Asumsi tersebut melihat adanya potensi kandungan air lebih tinggi, sehingga SKK Migas mencatatkan target konservatif.
Untuk kinerja PT Chevron Pacific Indonesia yang mengelola Blok Rokan juga diperkirakan akan menghasilkan minyak lebih kecil daripada kinerja 2019. "Untuk Blok Rokan memang trennya dalam posisi decline secara cukup besar sejak 2017 - 2019 termasuk 2020. Karena blok ini juga masa transisi, perlu ada antisipasi terkait risiko yg terjadi di masa tersebut," tambahnya.

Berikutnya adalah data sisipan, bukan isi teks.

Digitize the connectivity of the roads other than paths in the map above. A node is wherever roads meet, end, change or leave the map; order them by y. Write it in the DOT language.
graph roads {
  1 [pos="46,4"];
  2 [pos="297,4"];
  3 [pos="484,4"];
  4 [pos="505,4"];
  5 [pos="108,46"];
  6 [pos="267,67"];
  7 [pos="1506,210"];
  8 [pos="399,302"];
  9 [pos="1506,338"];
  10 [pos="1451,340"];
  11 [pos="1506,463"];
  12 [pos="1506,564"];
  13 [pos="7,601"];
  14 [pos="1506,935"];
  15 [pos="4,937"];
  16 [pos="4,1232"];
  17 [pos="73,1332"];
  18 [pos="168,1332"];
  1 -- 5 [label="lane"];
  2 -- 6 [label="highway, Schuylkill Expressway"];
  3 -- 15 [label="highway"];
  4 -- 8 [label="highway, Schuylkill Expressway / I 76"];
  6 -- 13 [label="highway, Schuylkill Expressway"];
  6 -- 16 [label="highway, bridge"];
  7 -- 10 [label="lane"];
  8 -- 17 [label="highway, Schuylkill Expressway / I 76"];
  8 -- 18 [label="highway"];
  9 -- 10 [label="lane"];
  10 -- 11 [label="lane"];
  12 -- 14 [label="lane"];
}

Lifting migas diharapkan mengalami kenaikan dari kinerja Pertamina EP dari beberapa produk yang sudah berjalan baik.
Direktur Hulu PT Pertamina (Persero) Dharmawan Samsu mengatakan Pertamina EP fokus melakukan eksplorasi di banyak wilayah kerja, untuk mendorong produksi. Dia mengakui, banyak lapangan tua yang dikelola Pertamina EP, tetapi hal itu tidak menjadi halangan ketika perseroan konsisten melakukan investasi.
"Walaupun Pertamina EP sudah beroperasi hampir 70 tahun. Saya menyebutnya die hard, gak ada matinya. Kenapa? karena dilawan terus dengan investasi," katanya.

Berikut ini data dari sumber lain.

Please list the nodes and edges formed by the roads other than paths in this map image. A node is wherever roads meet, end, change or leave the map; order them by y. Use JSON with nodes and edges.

Menurutnya, dengan terus melakukan investasi, Pertamina EP berupaya menjaga kesehatan reservoar ditambah dengan terus melakukan eksplorasi di dalam wilayah kerjanya. Sayangnya, kinerja positif tidak dapat diikuti oleh anak usaha PT Pertamina (Persero) lainnya, yakni Pertamina Hulu Mahakam.

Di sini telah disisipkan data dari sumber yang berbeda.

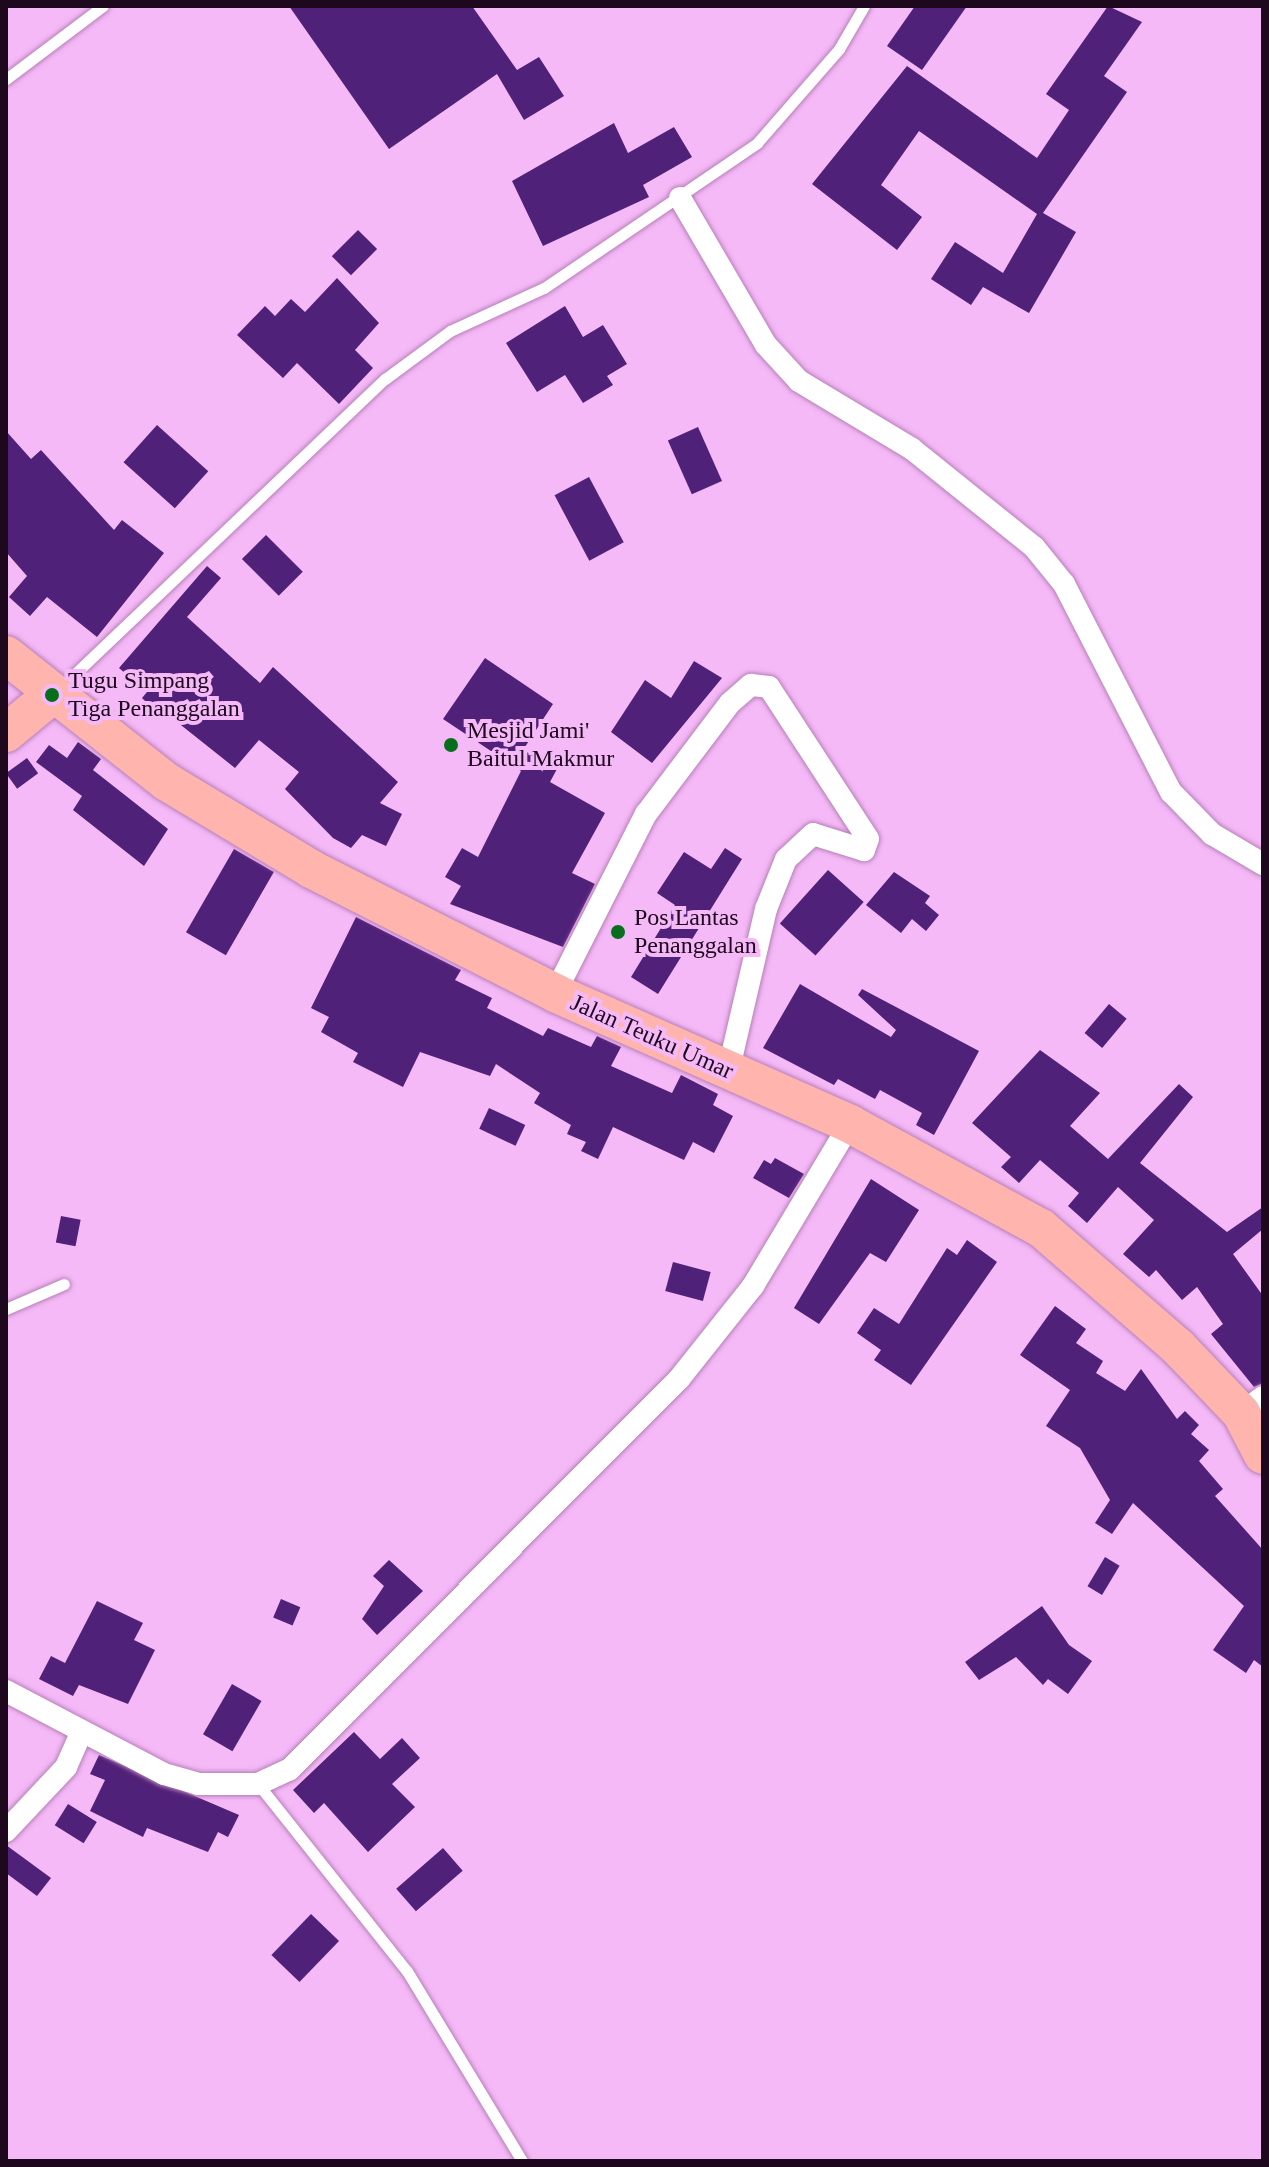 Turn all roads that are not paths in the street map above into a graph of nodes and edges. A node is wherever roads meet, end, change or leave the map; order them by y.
1 (103, 6) edge
2 (864, 6) edge
3 (6, 79) edge
4 (680, 198) junction
5 (6, 655) edge
6 (52, 695) junction
7 (6, 733) edge
8 (1263, 864) edge
9 (555, 993) junction
10 (728, 1072) junction
11 (850, 1124) junction
12 (64, 1284) dead end
13 (6, 1309) edge
14 (1252, 1405) edge
15 (1263, 1455) edge
16 (6, 1691) edge
17 (82, 1731) junction
18 (258, 1784) junction
19 (6, 1831) edge
20 (522, 2161) edge

1 - 3 lane
2 - 4 lane
4 - 6 lane
4 - 8 street
5 - 6 highway, Jalan Teuku Umar
6 - 7 highway
6 - 9 highway, Jalan Teuku Umar
9 - 10 highway, Jalan Teuku Umar
9 - 10 street
10 - 11 highway, Jalan Teuku Umar
11 - 14 highway, Jalan Teuku Umar
11 - 18 street
12 - 13 lane
14 - 15 highway, Jalan Teuku Umar
16 - 17 street
17 - 18 street
17 - 19 street
18 - 20 lane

Dwi Soetjipto mengatakan produksi migas dari Blok Mahakam cenderung menurun. SKK Migas berharap jumlah sumur yang sudah dibor dapat lebih berkontribusi, tetapi sayangnya belum memberikan dampak signifikan.
Untuk lifting gas bumi, Dwi mengatakan BP Berau ada kecenderungan akan meningkatan kinerja setelah selesainya Tangguh Train-3 dengan catatan tidak banyak keterlambatan dalam pengerjaan proyek.
"Conocophillips [Blok Corridor] kami harapkan akan mulai recover untuk naik kembali. Sementara itu, Eni Muara Bakau memang turun, kami akan cek di Merakes, mudah-mudahan akan berikan dampak pada 2020-2021," tegasnya.